Start of MATERIALS PROVIDED

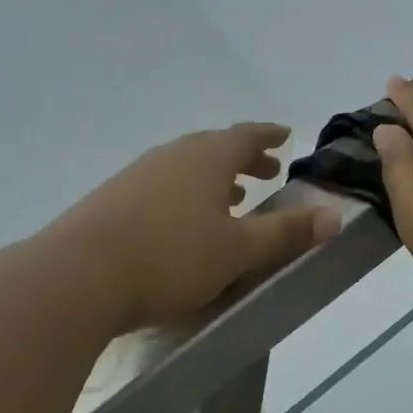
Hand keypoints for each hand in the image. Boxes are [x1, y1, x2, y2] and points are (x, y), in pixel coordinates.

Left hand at [48, 123, 339, 332]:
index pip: (246, 136)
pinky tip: (181, 224)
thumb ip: (286, 232)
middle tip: (265, 172)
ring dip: (212, 179)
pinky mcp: (112, 200)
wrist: (78, 276)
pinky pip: (161, 187)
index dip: (268, 136)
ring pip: (185, 169)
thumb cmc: (171, 258)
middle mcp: (171, 156)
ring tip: (231, 200)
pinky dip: (184, 196)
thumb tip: (335, 215)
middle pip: (213, 148)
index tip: (285, 137)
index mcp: (206, 158)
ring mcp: (137, 176)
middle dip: (243, 159)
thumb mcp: (238, 250)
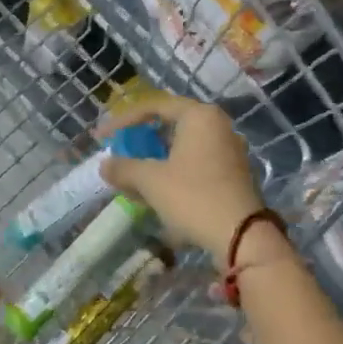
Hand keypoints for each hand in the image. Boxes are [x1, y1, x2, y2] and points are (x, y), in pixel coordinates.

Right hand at [98, 94, 267, 265]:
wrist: (240, 236)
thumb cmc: (193, 197)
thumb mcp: (150, 181)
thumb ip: (124, 168)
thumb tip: (105, 165)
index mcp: (199, 116)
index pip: (154, 107)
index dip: (123, 120)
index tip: (101, 137)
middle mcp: (218, 126)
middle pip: (170, 126)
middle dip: (140, 142)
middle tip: (119, 154)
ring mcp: (229, 150)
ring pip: (183, 148)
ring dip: (155, 161)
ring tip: (133, 178)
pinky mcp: (232, 174)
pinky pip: (195, 164)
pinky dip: (173, 172)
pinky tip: (157, 193)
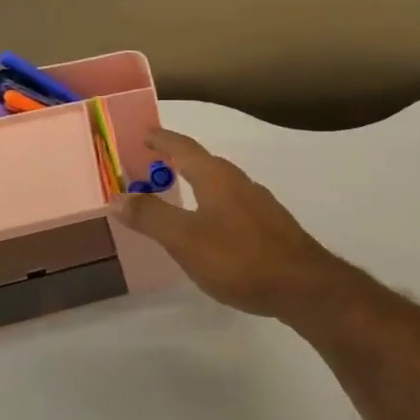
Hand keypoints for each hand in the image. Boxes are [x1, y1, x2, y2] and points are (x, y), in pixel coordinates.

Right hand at [117, 130, 348, 318]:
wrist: (302, 286)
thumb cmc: (239, 258)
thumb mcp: (185, 239)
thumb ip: (151, 216)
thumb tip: (117, 196)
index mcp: (218, 179)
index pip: (185, 148)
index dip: (163, 139)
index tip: (144, 133)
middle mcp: (242, 184)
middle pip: (205, 164)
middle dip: (178, 161)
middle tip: (152, 165)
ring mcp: (261, 206)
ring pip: (222, 186)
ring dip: (197, 184)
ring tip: (177, 194)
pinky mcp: (271, 229)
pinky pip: (234, 207)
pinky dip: (213, 206)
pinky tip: (210, 228)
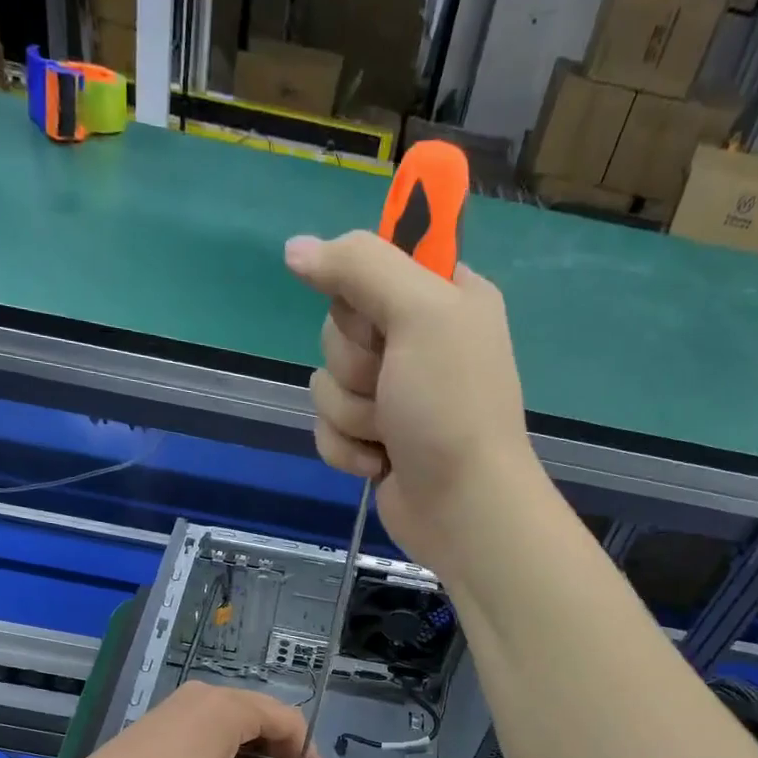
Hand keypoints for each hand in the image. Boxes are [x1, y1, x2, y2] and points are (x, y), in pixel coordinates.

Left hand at [68, 682, 330, 757]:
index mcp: (231, 706)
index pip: (288, 721)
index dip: (309, 756)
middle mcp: (211, 693)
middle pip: (266, 714)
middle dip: (287, 750)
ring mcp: (186, 701)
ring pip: (240, 718)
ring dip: (260, 747)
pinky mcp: (168, 715)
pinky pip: (214, 722)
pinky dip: (234, 744)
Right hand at [284, 231, 535, 571]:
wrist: (462, 508)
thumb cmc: (451, 407)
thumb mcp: (419, 315)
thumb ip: (359, 267)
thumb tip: (295, 249)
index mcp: (442, 296)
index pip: (371, 263)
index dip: (361, 293)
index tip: (379, 319)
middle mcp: (417, 340)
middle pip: (338, 326)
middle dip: (356, 365)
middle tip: (393, 385)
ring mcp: (393, 393)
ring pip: (326, 381)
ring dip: (352, 413)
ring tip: (391, 433)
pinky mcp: (371, 438)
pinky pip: (326, 426)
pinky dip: (346, 448)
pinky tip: (379, 463)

End of MATERIALS PROVIDED

_WORK INSTRUCTION_
Copy out all of the data word for word. Do not carry over any picture.

_EXPECTED OUTPUT_
Hand keypoints for each hand in the image. Boxes are [x1, y1, x2, y2] and points are (x, y), in pixel coordinates.

Left hand at [48, 123, 339, 332]:
index pip: (246, 136)
pinky tip: (181, 224)
thumb ip: (286, 232)
middle tip: (265, 172)
ring dip: (212, 179)
pinky mcp: (112, 200)
wrist: (78, 276)
pinky pip: (161, 187)
index dip: (268, 136)
ring pip: (185, 169)
thumb cmc: (171, 258)
middle mcp: (171, 156)
ring tip: (231, 200)
pinky dip: (184, 196)
thumb tip: (335, 215)
middle pip: (213, 148)
index tip: (285, 137)
index mcp: (206, 158)
ring mcp: (137, 176)
middle dip: (243, 159)
thumb mcp: (238, 250)
Hand keypoints for each hand in the image. Boxes are [x1, y1, x2, y2] and points are (x, y), in pixel coordinates.

Right hand at [98, 94, 267, 265]:
wrist: (240, 236)
thumb cmc: (193, 197)
thumb mcp: (150, 181)
thumb ip: (124, 168)
thumb tip: (105, 165)
index mcp: (199, 116)
index pip: (154, 107)
index dip: (123, 120)
index tip: (101, 137)
middle mcp: (218, 126)
middle pip: (170, 126)
middle dip: (140, 142)
middle tip: (119, 154)
ring mcp: (229, 150)
ring pip: (183, 148)
ring dip: (155, 161)
ring tip: (133, 178)
pinky mcp: (232, 174)
pinky pip: (195, 164)
pinky dip: (173, 172)
pinky tip: (157, 193)
Hand keypoints for each hand in the image. Boxes are [x1, y1, x2, y2] and points are (x, y), in pixel coordinates.

Right hand at [117, 130, 348, 318]:
wrist: (302, 286)
thumb cmc: (239, 258)
thumb mcp: (185, 239)
thumb ip: (151, 216)
thumb tip: (117, 196)
index mcp: (218, 179)
index pip: (185, 148)
index dip: (163, 139)
index tip: (144, 133)
middle mcp: (242, 184)
middle pip: (205, 164)
middle dip: (178, 161)
middle tip: (152, 165)
ring mcp: (261, 206)
ring pip: (222, 186)
ring dip: (197, 184)
ring tip: (177, 194)
pinky mcp: (271, 229)
pinky pip: (234, 207)
pinky dip: (213, 206)
pinky tip: (210, 228)
Hand keypoints for each hand in the image. Boxes are [x1, y1, x2, y2] and points are (x, y), in pixel coordinates.

Left hand at [68, 682, 330, 757]:
index mcp: (231, 706)
index pip: (288, 721)
index dip: (309, 756)
middle mcp: (211, 693)
middle pip: (266, 714)
middle dip: (287, 750)
ring mcp: (186, 701)
ring pip: (240, 718)
ring dip: (260, 747)
pinky mcp: (168, 715)
pinky pip: (214, 722)
pinky dip: (234, 744)
Right hand at [284, 231, 535, 571]:
wrist: (462, 508)
thumb cmc: (451, 407)
thumb mcp: (419, 315)
thumb ip: (359, 267)
thumb tip: (295, 249)
index mcp: (442, 296)
index pip: (371, 263)
index dip: (361, 293)
index tip: (379, 319)
middle mcp: (417, 340)
middle pip: (338, 326)
middle dip: (356, 365)
middle tip: (393, 385)
ring mcp: (393, 393)
ring pip: (326, 381)
ring dip: (352, 413)
ring tip: (391, 433)
pinky mcp: (371, 438)
pinky pip: (326, 426)
pinky dip: (346, 448)
pinky tip: (379, 463)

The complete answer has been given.